Но в том и состояло счастье — и гордость — какая гордость! — и более того, что-то вроде водки — что они в сговоре с нами, по нашему наущению и, видимо, по какой-то необходимости служить нам, так себя подставляли — и так подкрадывались! — шли на такое преступление! Восхитительно! Неслыханно! В этом заключалась одна из наиболее захватывающих красот мира! Лежа на кровати, я просто с ума сходил от мысли, что мы с Фридериком стали вдохновением для их ног — ах, снова скрипнуло, теперь уже значительно ближе, и затихло, воцарилась тишина, и я подумал, что может они не выдержали, кто знает, может, увлеченные этим своим тайным движением, они свернули с пути, ведущего к цели, обратились друг к другу и теперь, в объятиях забыли обо всем, добравшись до запретных тел! Впотьмах. На ступенях. Едва сдерживая дыхание. Что ж, вполне возможно. Разве что… разве что… ах, нет, вот новый скрип говорит, что тщетны надежды, что ничего не изменилось и они ступают по лестнице — и тогда оказалось, что моя надежда совершенно, ну просто-таки совершенно нереальна, вообще не входила в расчет, не вписывалась в стиль их поведения. Они слишком молоды. Слишком. Слишком молоды для этого! А значит, они должны были прийти к Семяну и убить. Тогда, однако (ибо снова на ступеньках стало тихо), я подумал, а может им не хватило смелости, может она схватила его за руку и тянет вниз, а вдруг они неожиданно представили громадную тяжесть задания, всю его давящую массу, это «убить». Ну, вдруг все поняли и испугались? Нет! Никогда! Исключено. По тем же самым причинам. Их эта пропасть привлекала, притягивала потому, что они не могли ее перепрыгнуть — их легкость стремилась к самым ярким предприятиям потому, что они переделывали все во что-то другое — их приближение к преступлению было как раз разбиванием преступления в прах, совершая его, они его разрушали.

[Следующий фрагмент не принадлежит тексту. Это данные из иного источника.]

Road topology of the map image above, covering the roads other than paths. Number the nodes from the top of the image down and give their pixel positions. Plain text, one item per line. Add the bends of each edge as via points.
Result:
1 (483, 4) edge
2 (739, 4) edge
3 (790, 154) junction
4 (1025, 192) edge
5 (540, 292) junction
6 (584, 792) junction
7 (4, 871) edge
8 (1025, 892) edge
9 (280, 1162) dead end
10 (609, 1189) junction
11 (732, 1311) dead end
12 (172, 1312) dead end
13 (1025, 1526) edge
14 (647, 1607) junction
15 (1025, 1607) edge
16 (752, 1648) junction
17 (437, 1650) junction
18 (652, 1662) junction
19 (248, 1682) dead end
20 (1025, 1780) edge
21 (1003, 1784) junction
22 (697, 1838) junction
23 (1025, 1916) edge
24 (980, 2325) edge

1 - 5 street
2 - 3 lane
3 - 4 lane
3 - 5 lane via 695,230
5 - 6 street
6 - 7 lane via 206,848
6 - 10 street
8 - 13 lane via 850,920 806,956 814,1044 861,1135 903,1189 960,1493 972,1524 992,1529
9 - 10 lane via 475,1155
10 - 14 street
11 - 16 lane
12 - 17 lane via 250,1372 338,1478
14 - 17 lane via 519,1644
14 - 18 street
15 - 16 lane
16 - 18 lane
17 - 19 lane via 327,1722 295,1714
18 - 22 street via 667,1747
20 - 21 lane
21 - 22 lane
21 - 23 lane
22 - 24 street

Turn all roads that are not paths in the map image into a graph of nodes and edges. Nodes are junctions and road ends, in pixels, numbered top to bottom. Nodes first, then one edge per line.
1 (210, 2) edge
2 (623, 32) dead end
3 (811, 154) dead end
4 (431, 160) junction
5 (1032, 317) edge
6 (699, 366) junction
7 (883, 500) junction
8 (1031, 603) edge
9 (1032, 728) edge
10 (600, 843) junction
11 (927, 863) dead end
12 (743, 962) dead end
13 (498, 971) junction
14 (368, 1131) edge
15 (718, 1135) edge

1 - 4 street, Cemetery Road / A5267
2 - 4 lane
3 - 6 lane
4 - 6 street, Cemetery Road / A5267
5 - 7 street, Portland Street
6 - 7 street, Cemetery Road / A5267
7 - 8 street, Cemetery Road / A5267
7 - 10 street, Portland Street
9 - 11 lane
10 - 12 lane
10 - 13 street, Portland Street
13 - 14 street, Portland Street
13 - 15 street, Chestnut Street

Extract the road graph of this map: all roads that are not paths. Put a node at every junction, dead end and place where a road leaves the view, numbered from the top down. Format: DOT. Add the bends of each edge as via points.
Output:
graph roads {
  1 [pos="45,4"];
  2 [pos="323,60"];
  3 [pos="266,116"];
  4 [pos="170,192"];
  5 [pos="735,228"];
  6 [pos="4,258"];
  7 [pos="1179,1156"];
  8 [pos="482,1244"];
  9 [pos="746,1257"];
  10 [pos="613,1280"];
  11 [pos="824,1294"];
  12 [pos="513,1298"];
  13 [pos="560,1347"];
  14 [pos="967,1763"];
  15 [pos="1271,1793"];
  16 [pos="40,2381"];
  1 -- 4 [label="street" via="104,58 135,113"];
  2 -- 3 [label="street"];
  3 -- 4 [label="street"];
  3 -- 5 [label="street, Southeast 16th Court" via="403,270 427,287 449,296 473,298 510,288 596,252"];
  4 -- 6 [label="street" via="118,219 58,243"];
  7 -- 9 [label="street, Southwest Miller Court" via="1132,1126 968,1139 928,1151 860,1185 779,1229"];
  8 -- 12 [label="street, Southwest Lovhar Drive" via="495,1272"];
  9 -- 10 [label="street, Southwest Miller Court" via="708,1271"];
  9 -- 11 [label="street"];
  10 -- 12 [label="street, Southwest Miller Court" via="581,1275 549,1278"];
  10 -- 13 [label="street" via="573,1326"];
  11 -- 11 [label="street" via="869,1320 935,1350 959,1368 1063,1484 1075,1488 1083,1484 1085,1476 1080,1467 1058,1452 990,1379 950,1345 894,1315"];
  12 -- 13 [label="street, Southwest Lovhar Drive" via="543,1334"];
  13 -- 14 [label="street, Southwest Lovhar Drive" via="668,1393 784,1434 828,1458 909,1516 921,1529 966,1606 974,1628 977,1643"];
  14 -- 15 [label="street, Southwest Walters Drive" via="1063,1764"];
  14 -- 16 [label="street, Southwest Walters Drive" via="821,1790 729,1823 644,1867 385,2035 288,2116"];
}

Скрип. Их чудесная нелегальность, легко крадущийся (мальчишеско-девичий) грех… и я почти что видел их ноги, слаженные тайной, раскрытые губы, слышал запретное дыхание. Я подумал о Фридерике, ловившем те же самые отголоски внизу, в прихожей, где ему было определено место; я подумал о Вацлаве, увидел их всех вместе с Иполитом, с пани Марией, с Семяном, который, видимо, как и я, лежал на кровати, и я вдохнул вкус девственного преступления, юного греха… Тук, тук, тук.
Тук, тук, тук.
Стук. Это она стучала в дверь Семяна.
Здесь, собственно говоря, и кончается мой рассказ. Финал был слишком… гладким и слишком… молниеносным, слишком… до легкости простым, чтобы описать его достаточно правдоподобно. Ограничусь фактами.
Я услышал ее голос: «Это я». В замке Семяна повернулся ключ, открылась дверь, затем — удар и падение тела, которое, видимо, плашмя упало на пол. Мне показалось, что парень для верности еще пару раз пырнул ножом. Я выскочил в коридор. Кароль зажег лампу. Семян лежал на полу, когда мы повернули его, показалась кровь.
— Все в порядке, — сказал Кароль.
Но вот лицо… странно повязанное платком, как будто болели зубы… это был не Семян… лишь через несколько секунд мы поняли, что это — Вацлав!
Вместо Семяна на полу лежал мертвый Вацлав. Однако был мертв и Семян — но на кровати — он лежал на кровати с ножевой раной в боку, уткнувшись носом в подушку.
Мы зажгли свет. Я смотрел на все это, полный каких-то страшных сомнений. Это… это не казалось на сто процентов реальным. Слишком складно — слишком просто! Не знаю, достаточно ли ясно я говорю, но я не хочу сказать, что на самом деле так не могло быть, поскольку в этом исходе проглядывалась какая-то подозрительная сыгранность… как в сказке, как в сказке… А произошло наверняка вот что: сразу же после ужина Вацлав проник в комнату Семяна через двери, соединяющие их комнаты. Убил его. Тихо. Потом ждал прихода Гени с Каролем и открыл двери. Чтобы они его убили. Тихо. Для верности погасил свет и обвязал лицо платком — чтобы его не узнали сразу.